3 Replies Latest reply: Nov 20, 2012 11:24 PM by Alexus67 RSS

    Best way to get several rows from SCD for each key

    Alexus67
      Hi All!

      We have large (millions of records) Slow changind dimension (SCD) type 2 (see "Creating another dimension record " - http://www.oracle.com/webfolder/technetwork/tutorials/obe/db/10g/r2/owb/owb10gr2_gs/owb/lesson3/slowlychangingdimensions.htm)

      We need to get several rows from this SCD for each key (AGREEMENT_ID) in a SQL query - to join to facts table and get several data points of each agreement (on several different points in time) stored in SCD.

      Here is SCD table structure:

      CREATE TABLE AGREEMENT
      (
      "AGREEMENT_ID" NUMBER(*,0) NOT NULL ENABLE,
      "ACTUAL_DATE" DATE NOT NULL ENABLE,
      "ACTUAL_END_DATE" DATE NOT NULL ENABLE,
      "OPEN_DATE" DATE NOT NULL ENABLE,
      "LIMIT" NUMBER(23,8)
      --++ a lot of other fields not needed for this task ....
      CONSTRAINT "PK_MD_AGREEMENT" PRIMARY KEY ("AGREEMENT_ID", "ACTUAL_DATE") USING INDEX
      )
      ;

      The 1st simple approach would be to join facts to SCD as many (N) times as many different points of time you need - resulting in N Full Table Scans for SCD:

      select ...
      from fact,
      AGREEMENT agr1,
      AGREEMENT agr2,
      AGREEMENT agr3
      where
      fact.AGREEMENT_ID = agr1.AGREEMENT_ID and agr1.open_date between actual_date and actual_end_date
      and fact.AGREEMENT_ID = agr2.AGREEMENT_ID and :dateBOP between actual_date and actual_end_date
      and fact.AGREEMENT_ID = agr3.AGREEMENT_ID and :dateEOP between actual_date and actual_end_date



      2nd approach: 1 Full Table Scan for SCD + group by:

      select ...
      from fact,
      (
      Select AGREEMENT_ID,

      max(case when open_date between actual_date and actual_end_date then LIMIT end) LIMIT_At_Open_DATE,

      max(case when :dateBOP between actual_date and actual_end_date then LIMIT end) LIMIT_At_BeginOfPeriod_DATE,

      max(case when :dateEOP between actual_date and actual_end_date then LIMIT end) LIMIT_At_EndOfPeriod_DATE

      from agreement

      -- ++optionally WHERE for those 3 dates, but possibly with no effect on non-partitioned table? Or WHERE could help to put less data on MAX() input (3 row for each agreement instead of 4...1000 without WHERE?)
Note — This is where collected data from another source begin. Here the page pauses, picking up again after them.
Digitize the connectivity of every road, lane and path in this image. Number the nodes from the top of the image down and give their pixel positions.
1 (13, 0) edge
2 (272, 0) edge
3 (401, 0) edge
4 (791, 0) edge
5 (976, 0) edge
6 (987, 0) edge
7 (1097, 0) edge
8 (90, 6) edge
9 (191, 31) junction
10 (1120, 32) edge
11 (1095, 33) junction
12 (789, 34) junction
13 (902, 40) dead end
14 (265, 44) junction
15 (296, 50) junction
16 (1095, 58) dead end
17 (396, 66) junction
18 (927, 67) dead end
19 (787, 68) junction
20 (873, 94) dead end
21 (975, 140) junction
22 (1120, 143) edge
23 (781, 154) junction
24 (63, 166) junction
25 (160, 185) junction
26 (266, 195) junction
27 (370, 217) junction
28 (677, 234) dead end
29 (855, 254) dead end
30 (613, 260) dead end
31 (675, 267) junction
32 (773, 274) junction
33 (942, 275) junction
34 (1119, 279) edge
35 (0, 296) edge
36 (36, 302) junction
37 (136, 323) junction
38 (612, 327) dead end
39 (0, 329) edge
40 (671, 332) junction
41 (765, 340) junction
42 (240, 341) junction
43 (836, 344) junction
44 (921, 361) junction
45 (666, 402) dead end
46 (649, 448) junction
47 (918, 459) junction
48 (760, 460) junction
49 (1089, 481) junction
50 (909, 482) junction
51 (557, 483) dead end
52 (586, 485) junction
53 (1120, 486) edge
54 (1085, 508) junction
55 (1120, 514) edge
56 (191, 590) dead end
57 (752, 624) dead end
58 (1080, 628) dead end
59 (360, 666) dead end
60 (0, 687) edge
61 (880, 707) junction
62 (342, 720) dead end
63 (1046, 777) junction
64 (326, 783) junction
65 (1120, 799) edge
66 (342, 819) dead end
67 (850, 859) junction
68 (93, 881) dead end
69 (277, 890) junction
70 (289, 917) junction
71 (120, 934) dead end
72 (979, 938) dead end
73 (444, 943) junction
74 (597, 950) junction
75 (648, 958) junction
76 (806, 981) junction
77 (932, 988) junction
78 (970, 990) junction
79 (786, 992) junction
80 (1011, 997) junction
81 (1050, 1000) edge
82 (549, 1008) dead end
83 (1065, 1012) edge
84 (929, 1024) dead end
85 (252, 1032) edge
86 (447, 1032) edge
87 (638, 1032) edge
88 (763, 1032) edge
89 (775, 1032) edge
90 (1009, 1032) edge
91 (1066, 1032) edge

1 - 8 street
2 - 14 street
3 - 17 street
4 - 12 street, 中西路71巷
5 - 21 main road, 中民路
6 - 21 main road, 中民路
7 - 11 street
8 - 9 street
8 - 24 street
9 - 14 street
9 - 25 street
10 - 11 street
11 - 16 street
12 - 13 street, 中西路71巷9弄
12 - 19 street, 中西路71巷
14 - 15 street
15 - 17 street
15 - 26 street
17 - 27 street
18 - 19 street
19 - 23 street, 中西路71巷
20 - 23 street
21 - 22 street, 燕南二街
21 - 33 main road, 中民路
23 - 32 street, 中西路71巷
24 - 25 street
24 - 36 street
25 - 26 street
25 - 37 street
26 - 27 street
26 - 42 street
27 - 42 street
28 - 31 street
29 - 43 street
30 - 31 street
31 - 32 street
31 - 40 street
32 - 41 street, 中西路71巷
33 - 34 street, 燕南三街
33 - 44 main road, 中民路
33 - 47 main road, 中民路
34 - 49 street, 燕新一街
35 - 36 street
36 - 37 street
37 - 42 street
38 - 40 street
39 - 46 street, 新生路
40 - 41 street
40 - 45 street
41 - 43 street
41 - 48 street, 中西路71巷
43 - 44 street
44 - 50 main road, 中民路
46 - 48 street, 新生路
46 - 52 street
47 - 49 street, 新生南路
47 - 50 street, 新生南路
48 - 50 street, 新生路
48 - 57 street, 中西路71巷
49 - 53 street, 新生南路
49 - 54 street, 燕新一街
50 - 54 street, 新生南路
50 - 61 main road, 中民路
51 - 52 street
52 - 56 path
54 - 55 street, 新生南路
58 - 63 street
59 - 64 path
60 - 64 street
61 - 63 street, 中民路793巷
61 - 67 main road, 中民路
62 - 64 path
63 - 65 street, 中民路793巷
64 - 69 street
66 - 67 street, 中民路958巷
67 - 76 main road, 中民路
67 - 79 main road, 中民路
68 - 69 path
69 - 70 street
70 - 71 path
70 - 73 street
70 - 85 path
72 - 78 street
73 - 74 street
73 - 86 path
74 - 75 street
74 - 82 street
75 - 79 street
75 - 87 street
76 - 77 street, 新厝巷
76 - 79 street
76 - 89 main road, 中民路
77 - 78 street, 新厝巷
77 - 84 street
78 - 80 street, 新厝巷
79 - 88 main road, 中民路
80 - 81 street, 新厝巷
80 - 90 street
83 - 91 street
      group by AGREEMENT_ID

      ) agr

      where fact.AGREEMENT_ID = agr.AGREEMENT_ID


      Which is better? Why?

      Are there any other approaches discussed and proven?

      Re: Best way to get several rows from SCD for each key [message #571034 is a reply to message #571033] Tue, 20 November 2012 05:41
      Alexus12
      Messages: 2
      Registered: November 2012 Junior Member

      This is DWH.
      Full scan (for both facts and SCD) is the only approach allowed - we have millions of records in both tables, so any index/NL will give hours of calculations instead of minutes.

      Edited by: Alexus67 on 20.11.2012 3:42
        • 1. Re: Best way to get several rows from SCD for each key
          Toon.Koppelaars2-Oracle
          I do not fully understand what it is you are asking.
          But, isn't this query:
          select ...
          from fact,
          AGREEMENT agr1,
          AGREEMENT agr2,
          AGREEMENT agr3
          where fact.AGREEMENT_ID = agr1.AGREEMENT_ID and agr1.open_date between actual_date and actual_end_date
            and fact.AGREEMENT_ID = agr2.AGREEMENT_ID and :dateBOP between actual_date and actual_end_date
            and fact.AGREEMENT_ID = agr3.AGREEMENT_ID and :dateEOP between actual_date and actual_end_date
          Rewritable into / the same as, this query:
          select ...
          from fact,
          AGREEMENT agr1
          where fact.AGREEMENT_ID = agr1.AGREEMENT_ID and agr1.open_date between actual_date and actual_end_date
                                                      and :dateBOP between actual_date and actual_end_date
                                                      and :dateEOP between actual_date and actual_end_date
          • 2. Re: Best way to get several rows from SCD for each key
            Solomon Yakobson
            Toon.Koppelaars2 wrote:
            But, isn't this query rewritable into / the same as, this query:
            I don't think so. It looks like OP wants each match in a separate column. Your query is pretty much what OP would use in his 2nd approach and group by results.

            SY.
            • 3. Re: Best way to get several rows from SCD for each key
              Alexus67
              no, I need 3 points in different periods of time.
              you propose to combine them all in one witn ANDs, while only ORs give the result needed (my 2nd example)